*AIM OF THE TASK*: Below are records. Copy every line with "bridge" in it.

*INFORMATION SHOWN*:

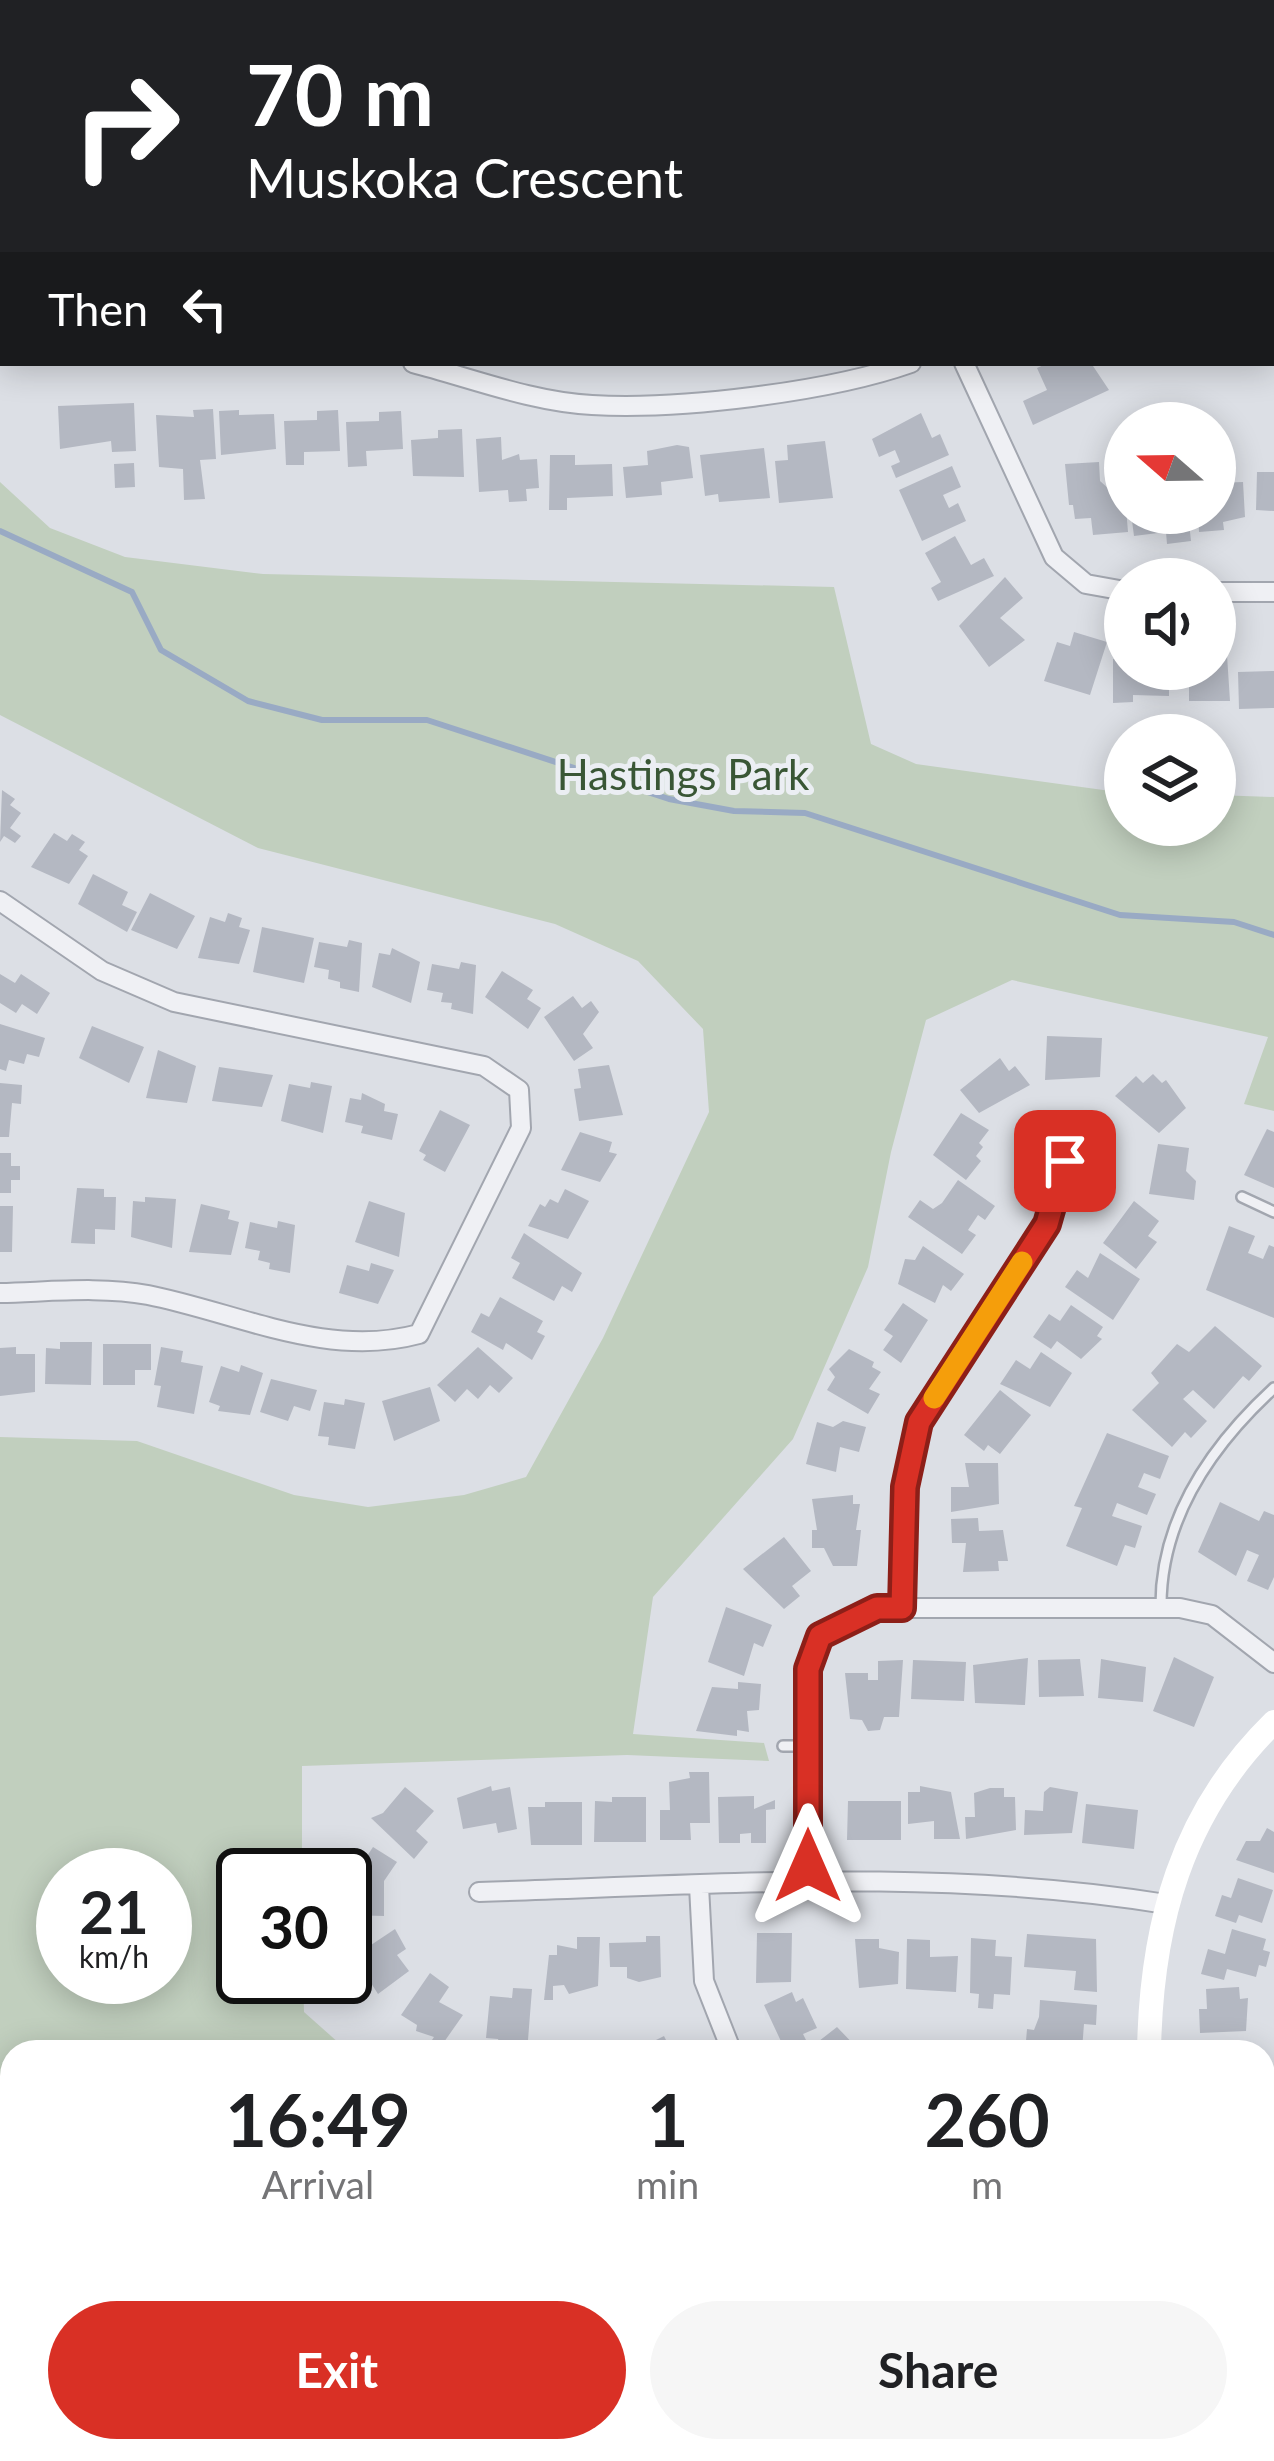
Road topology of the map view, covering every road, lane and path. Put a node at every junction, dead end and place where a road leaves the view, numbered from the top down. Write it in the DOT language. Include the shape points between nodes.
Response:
graph roads {
  1 [pos="426,366"];
  2 [pos="902,366"];
  3 [pos="965,366"];
  4 [pos="1104,587"];
  5 [pos="1236,592"];
  6 [pos="1274,592"];
  7 [pos="0,901"];
  8 [pos="1065,1161"];
  9 [pos="1243,1197"];
  10 [pos="1274,1212"];
  11 [pos="0,1293"];
  12 [pos="1274,1388"];
  13 [pos="902,1608"];
  14 [pos="1161,1608"];
  15 [pos="1274,1663"];
  16 [pos="1274,1722"];
  17 [pos="783,1746"];
  18 [pos="808,1746"];
  19 [pos="808,1885"];
  20 [pos="699,1886"];
  21 [pos="479,1892"];
  22 [pos="1166,1904"];
  23 [pos="727,2040"];
  24 [pos="1149,2040"];
  1 -- 2 [label="street" via="590,405 751,394"];
  3 -- 4 [label="street" via="1054,557 1086,584"];
  5 -- 6 [label="street"];
  7 -- 11 [label="street" via="102,971 174,1002 484,1066 519,1090 521,1128 418,1334 382,1344 336,1343 142,1294"];
  8 -- 13 [label="street" via="1047,1224 919,1422 905,1487"];
  9 -- 10 [label="lane"];
  12 -- 14 [label="lane" via="1228,1437 1172,1527"];
  13 -- 14 [label="street"];
  13 -- 18 [label="street" via="877,1608 820,1636 808,1669"];
  14 -- 15 [label="street" via="1212,1615"];
  16 -- 22 [label="street" via="1197,1821"];
  17 -- 18 [label="lane"];
  18 -- 19 [label="street"];
  19 -- 20 [label="street"];
  19 -- 22 [label="street" via="1054,1886"];
  20 -- 21 [label="street"];
  20 -- 23 [label="street" via="704,1982"];
  22 -- 24 [label="street"];
}
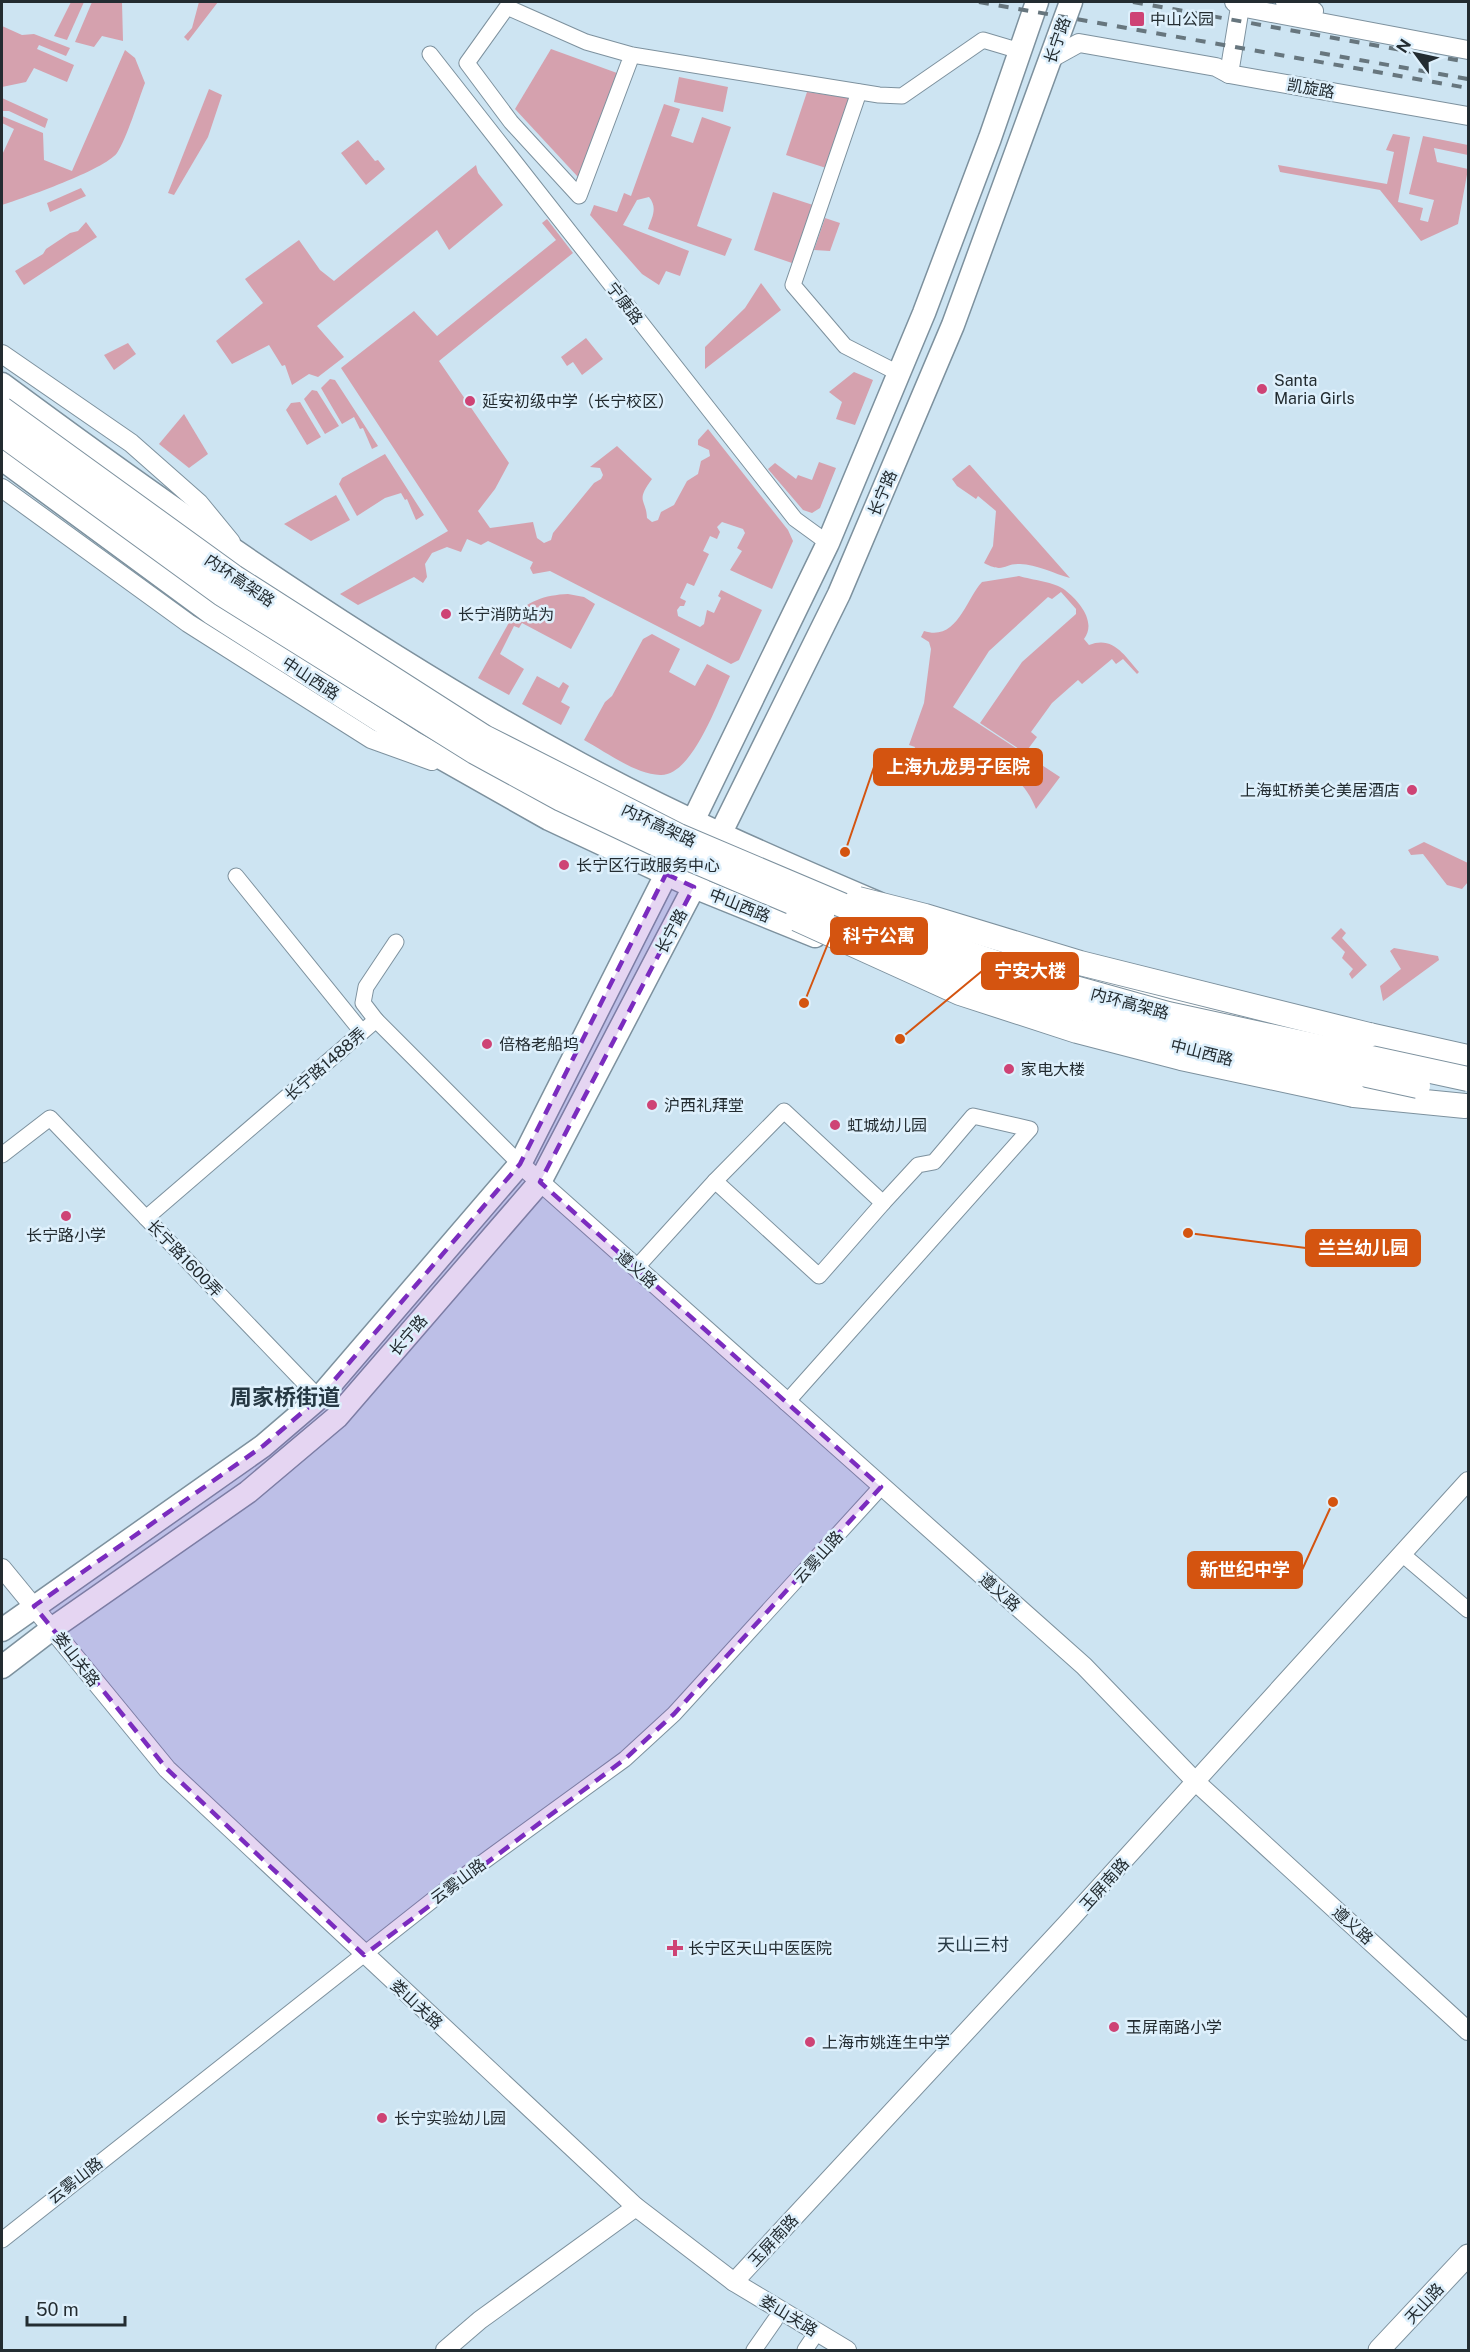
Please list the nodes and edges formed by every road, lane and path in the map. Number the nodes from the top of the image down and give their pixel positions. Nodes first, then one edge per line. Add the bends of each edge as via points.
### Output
1 (1037, 2) edge
2 (1071, 2) edge
3 (1285, 2) edge
4 (1237, 4) edge
5 (1468, 41) edge
6 (1468, 50) edge
7 (1020, 51) junction
8 (430, 54) dead end
9 (632, 55) junction
10 (1050, 59) junction
11 (1228, 74) junction
12 (859, 92) junction
13 (1468, 116) edge
14 (2, 354) edge
15 (900, 374) junction
16 (2, 384) edge
17 (2, 409) edge
18 (2, 434) edge
19 (2, 459) edge
20 (2, 488) edge
21 (828, 543) junction
22 (245, 560) junction
23 (465, 772) junction
24 (693, 821) junction
25 (720, 833) junction
26 (668, 863) junction
27 (236, 876) dead end
28 (694, 887) junction
29 (801, 888) junction
30 (396, 942) dead end
31 (376, 1020) junction
32 (362, 1032) junction
33 (1468, 1057) edge
34 (1468, 1079) edge
35 (1467, 1103) edge
36 (2, 1155) edge
37 (520, 1164) junction
38 (715, 1181) junction
39 (540, 1182) junction
40 (883, 1203) junction
41 (146, 1218) junction
42 (636, 1268) junction
43 (320, 1398) junction
44 (786, 1403) junction
45 (1468, 1481) edge
46 (881, 1487) junction
47 (1402, 1554) junction
48 (2, 1568) edge
49 (34, 1606) junction
50 (1468, 1610) edge
51 (53, 1628) junction
52 (2, 1630) edge
53 (2, 1667) edge
54 (1196, 1782) junction
55 (364, 1955) junction
56 (1468, 2031) edge
57 (636, 2207) junction
58 (2, 2240) edge
59 (1468, 2255) edge
60 (734, 2282) junction
61 (774, 2320) dead end
62 (817, 2332) junction
63 (445, 2350) edge
64 (754, 2350) edge
65 (805, 2350) edge
66 (847, 2350) edge
67 (1378, 2350) edge

1 - 7 main road, 长宁路
2 - 10 main road, 长宁路
3 - 5 street via 1331,17
4 - 6 street
4 - 11 street
7 - 12 street via 983,40 902,96
7 - 15 main road, 长宁路
8 - 21 street, 宁康路 via 795,519
9 - 9 street via 579,196 511,122 466,63 507,7 586,42
9 - 12 street
10 - 11 street, 凯旋路 via 1079,42 1216,67
10 - 25 main road, 长宁路 via 953,325 843,584
11 - 13 street, 凯旋路
12 - 15 street via 793,285 845,346
14 - 22 street via 131,443 199,503
15 - 21 main road, 长宁路
16 - 22 main road
17 - 29 highway, 内环高架路, bridge via 234,577 484,737 679,836
18 - 26 highway, 内环高架路, bridge via 222,594 465,746
19 - 23 main road, 中山西路 via 211,614
20 - 23 street via 188,623 371,739
21 - 24 main road, 长宁路
22 - 24 main road via 447,689 581,765
23 - 26 main road, 中山西路 via 549,819
24 - 25 main road
24 - 26 main road, 长宁路
25 - 28 main road, 长宁路
25 - 33 main road via 896,911 1105,984 1371,1046
26 - 28 main road, 中山西路
26 - 35 highway, 内环高架路, bridge via 1045,998 1164,1031
26 - 35 highway, bridge via 960,993 1077,1030 1181,1058 1354,1095
26 - 37 main road, 长宁路
27 - 32 street
28 - 35 main road, 中山西路 via 842,947 1046,1012 1244,1062
28 - 39 main road, 长宁路
29 - 33 highway, bridge via 925,916 1080,963
29 - 34 highway, 内环高架路, bridge via 908,933 1050,981 1168,1014
30 - 31 street via 366,987 363,1003
31 - 32 street, 长宁路1488弄
31 - 37 street, 长宁路1488弄
32 - 41 street, 长宁路1488弄
36 - 41 street, 长宁路1600弄 via 50,1118
37 - 39 street, 遵义路
37 - 43 main road, 长宁路
38 - 40 street via 784,1111
38 - 40 street via 819,1276
38 - 42 street
39 - 42 street, 遵义路
39 - 51 main road, 长宁路 via 337,1417 248,1491
40 - 44 street via 918,1165 934,1161 973,1116 1030,1129
41 - 43 street, 长宁路1600弄
42 - 44 street, 遵义路
43 - 49 main road, 长宁路 via 263,1446
44 - 46 street, 遵义路
45 - 47 street, 玉屏南路
46 - 54 street, 遵义路 via 1084,1666
46 - 55 street, 云雾山路 via 674,1714 625,1759 453,1884
47 - 50 street
47 - 54 street, 玉屏南路
48 - 49 street, 娄山关路
49 - 51 street, 娄山关路
49 - 52 main road, 长宁路
51 - 53 main road, 长宁路
51 - 55 street, 娄山关路 via 167,1768
54 - 56 street, 遵义路
54 - 60 street, 玉屏南路
55 - 57 street, 娄山关路
55 - 58 street, 云雾山路
57 - 60 street, 娄山关路
57 - 63 street via 480,2320
59 - 67 main road, 天山路
60 - 62 street, 娄山关路
61 - 64 street
62 - 65 street
62 - 66 street, 娄山关路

*SOLUTION FOR THIS EXERCISE*:
17 - 29 highway, 内环高架路, bridge via 234,577 484,737 679,836
18 - 26 highway, 内环高架路, bridge via 222,594 465,746
26 - 35 highway, 内环高架路, bridge via 1045,998 1164,1031
26 - 35 highway, bridge via 960,993 1077,1030 1181,1058 1354,1095
29 - 33 highway, bridge via 925,916 1080,963
29 - 34 highway, 内环高架路, bridge via 908,933 1050,981 1168,1014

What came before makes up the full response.